- Relator(a)
- Ministro Reynaldo Soares da Fonseca
- Órgão julgador
- Quinta Turma
- Data do julgamento
- 06/02/2024
- Data de publicação
- 14/02/2024
STJ – Acórdão, Rel. Ministro Reynaldo Soares da Fonseca, Quinta Turma, j. 06/02/2024, p. 14/02/2024
AGRAVO REGIMENTAL NO HABEAS CORPUS SUBSTITUTIVO DE RECURSO. PRISÃO PREVENTIVA. TRÁFICO DE DROGAS DE ALTO PODER LESIVO. RISCO DE REITERAÇÃO DELITIVA. AGRAVANTE OSTENTA DIVERSOS ATOS INFRACIONAIS. MAIORIDADE COMPLETADA EM DATA RECENTE. FUNDAMENTAÇÃO IDÔNEA. INVIÁVEL A SUBSTITUIÇÃO DA PRISÃO PREVENTIVA POR MEDIDAS CAUTELARES DIVERSAS. AGRAVO DESPROVIDO. 1. O habeas corpus não pode ser utilizado como substitutivo de recurso próprio, a fim de que não se desvirtue a finalidade dessa garantia constitucional, com a exceção de quando a ilegalidade apontada é flagrante, hipótese em que se concede a ordem de ofício. 2. Para a decretação da prisão preventiva, é indispensável a demonstração da existência da prova da materialidade do crime e a presença de indícios suficientes da autoria.
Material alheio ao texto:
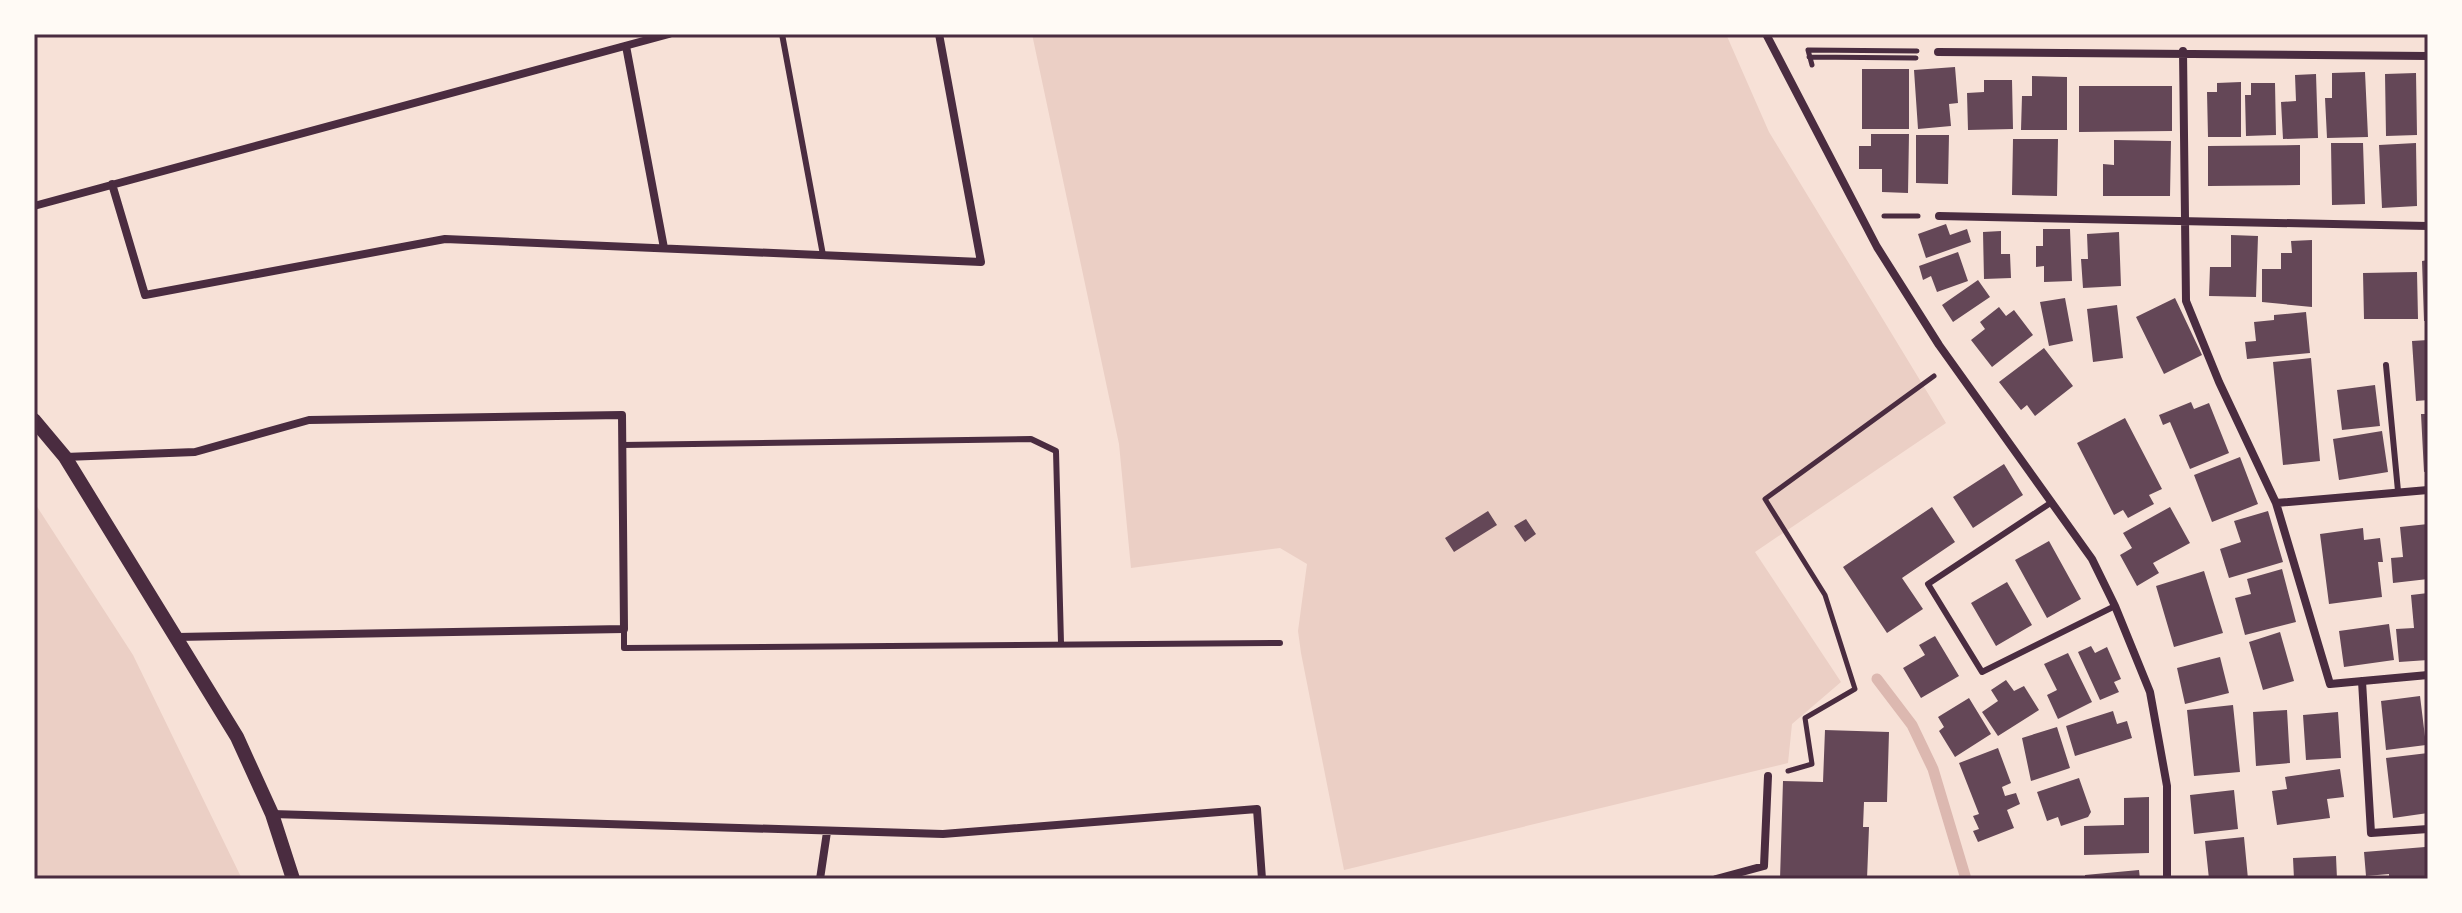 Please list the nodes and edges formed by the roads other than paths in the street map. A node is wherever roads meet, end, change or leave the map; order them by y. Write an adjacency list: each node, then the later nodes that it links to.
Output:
1 (669, 34): 5 (street)
2 (782, 34): 15 (lane)
3 (939, 34): 15 (street)
4 (1766, 34): 22 (street)
5 (626, 46): 9 (street); 14 (street)
6 (2183, 51): 7 (street); 8 (street); 12 (street)
7 (1938, 52)
8 (2428, 56)
9 (112, 184): 10 (street); 14 (street)
10 (34, 206)
11 (1939, 216): 12 (street)
12 (2184, 220): 13 (street); 23 (street)
13 (2428, 226)
14 (664, 248): 15 (street)
15 (823, 255)
16 (2386, 365): 21 (lane)
17 (34, 420): 19 (street)
18 (622, 445): 19 (street); 25 (street); 27 (lane)
19 (65, 457): 26 (street)
20 (2428, 490): 21 (street)
21 (2398, 491): 23 (street)
22 (2052, 502): 24 (street); 24 (lane)
23 (2276, 503): 30 (street)
24 (2115, 606): 39 (street)
25 (624, 629): 26 (street); 27 (lane)
26 (177, 637): 32 (street)
27 (1061, 643): 28 (lane)
28 (1280, 643)
29 (2428, 675): 30 (street)
30 (2362, 681): 33 (street)
31 (1768, 776): 38 (street)
32 (272, 814): 34 (street); 35 (street)
33 (2428, 829)
34 (827, 832): 36 (street); 37 (street)
35 (293, 879)
36 (820, 879)
37 (1262, 879)
38 (1716, 879)
39 (2167, 879)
Exige-se, mesmo que a decisão esteja pautada em lastro probatório, que se ajuste às hipóteses excepcionais da norma em abstrato (art. 312 do CPP), demonstrada, ainda, a imprescindibilidade da medida. Julgados do STF e STJ. 3. No caso, a prisão preventiva está devidamente justificada, em razão das circunstâncias concretas do flagrante, (i) ante apreensão de drogas de alto poder lesivo - 39,63 gramas de crack e 24 porções de cocaína, pesando 7,9 gramas e (ii) risco de reiteração delitiva, por se tratar de agravante que ostenta diversas passagens pelo Juízo da Infância Juventude quando menor, inclusive por tráfico de drogas, tendo completado a maioridade recentemente. Precedentes. 4. Não foi demonstrada a necessidade custódia cautelar, de modo que é inviável a substituição da prisão preventiva por medidas cautelares diversas, eis que a gravidade concreta da conduta delituosa indica que a ordem pública não estaria acautelada com sua soltura. Precedentes. 5. Agravo regimental a que se nega provimento. (AgRg no HC n. 873.088/SP, relator Ministro Reynaldo Soares da Fonseca, Quinta Turma, julgado em 6/2/2024, DJe de 14/2/2024.)